Modeling distributions on Riemannian manifolds is a crucial component in understanding non-Euclidean data that arises, e.g., in physics and geology. We propose a class of flows that uses convex potentials from Riemannian optimal transport. These are universal and can model distributions on any compact Riemannian manifold without needing domain knowledge of the manifold to be integrated into the architecture. We demonstrate that these flows can model standard distributions on spheres, and tori, on synthetic and geological data.
Riemannian Optimal Transport
Optimal transportation provides the foundational toolbox for our studies of transporting distributions. The Monge problem shown below is widely-studied and finds an optimal transport (OT) map t that pushes the distribution $\mu$ forward to $\nu$ at a minimum cost.
$$
\min_{t\in U(\mu,\nu)}\int_\mathcal{M} c(x,t(x))d\mu.

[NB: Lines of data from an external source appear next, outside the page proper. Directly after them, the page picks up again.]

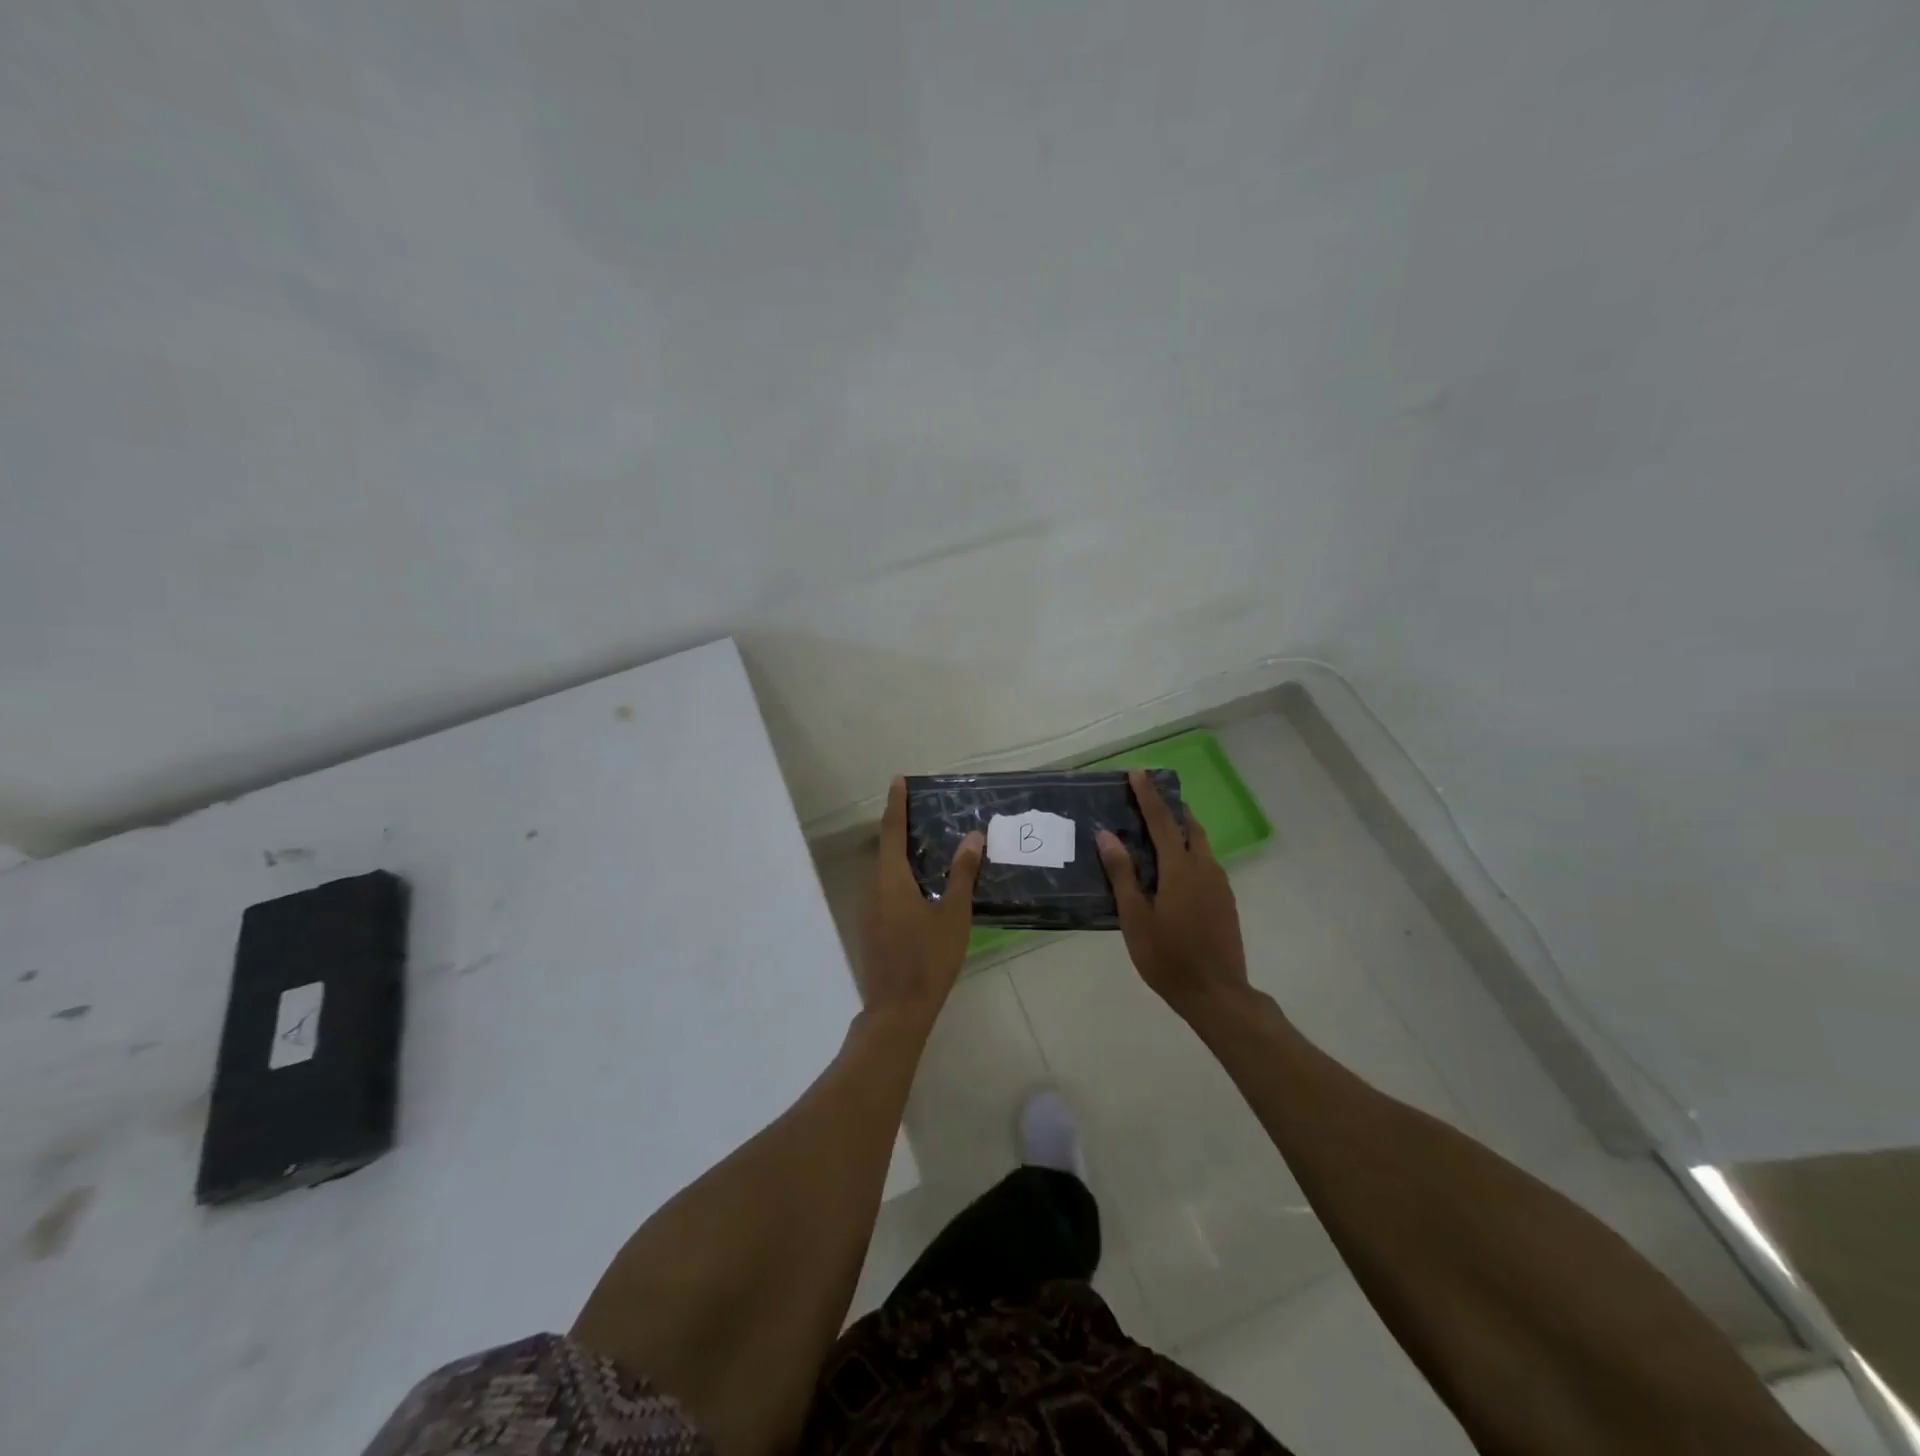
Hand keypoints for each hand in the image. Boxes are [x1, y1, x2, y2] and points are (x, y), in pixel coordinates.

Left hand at [859, 777, 983, 1027]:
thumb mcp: (953, 914)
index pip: (892, 830)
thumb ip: (961, 873)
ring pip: (883, 870)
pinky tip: (919, 886)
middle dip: (900, 827)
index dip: (896, 804)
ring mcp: (868, 909)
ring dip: (900, 854)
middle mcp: (872, 887)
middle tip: (923, 813)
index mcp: (890, 878)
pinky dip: (899, 876)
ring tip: (927, 845)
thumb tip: (972, 836)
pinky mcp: (871, 927)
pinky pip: (884, 888)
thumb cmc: (928, 957)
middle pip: (885, 848)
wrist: (898, 1008)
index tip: (898, 780)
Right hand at [1097, 769, 1249, 1019]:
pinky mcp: (1225, 899)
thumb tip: (1107, 835)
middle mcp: (1204, 868)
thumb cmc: (1168, 958)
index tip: (1138, 773)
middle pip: (1189, 825)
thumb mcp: (1135, 918)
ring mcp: (1219, 883)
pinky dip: (1189, 849)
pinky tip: (1173, 866)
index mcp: (1180, 869)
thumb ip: (1123, 874)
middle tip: (1147, 796)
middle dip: (1169, 806)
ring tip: (1157, 827)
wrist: (1217, 994)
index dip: (1149, 795)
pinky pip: (1205, 861)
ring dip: (1181, 827)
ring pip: (1201, 843)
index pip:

$$ where $U(\mu,\nu)$ is the set of maps such that $t$ transports $\mu$ to $\nu$.
According to McCann’s theorem, the OT is $\exp(-\nabla \phi)$, where $\phi$ is $c$-concave.
We propose parameterizing $c$-concave potentials as
$$
\phi(x) = \min_{i \in[n]} c(x,y_i)+ \alpha_i,
$$ where $(y_i, \alpha_i)_i$ are learnable parameters.
Theory
A significant part of our paper is on theoretically understanding this class of semidiscrete c-concave functions. We provide two theorems showing that $i)$ our $c$-concave parameterization is universal, and that $ii)$ the transport maps built using them are universal (can push any measure from source to target).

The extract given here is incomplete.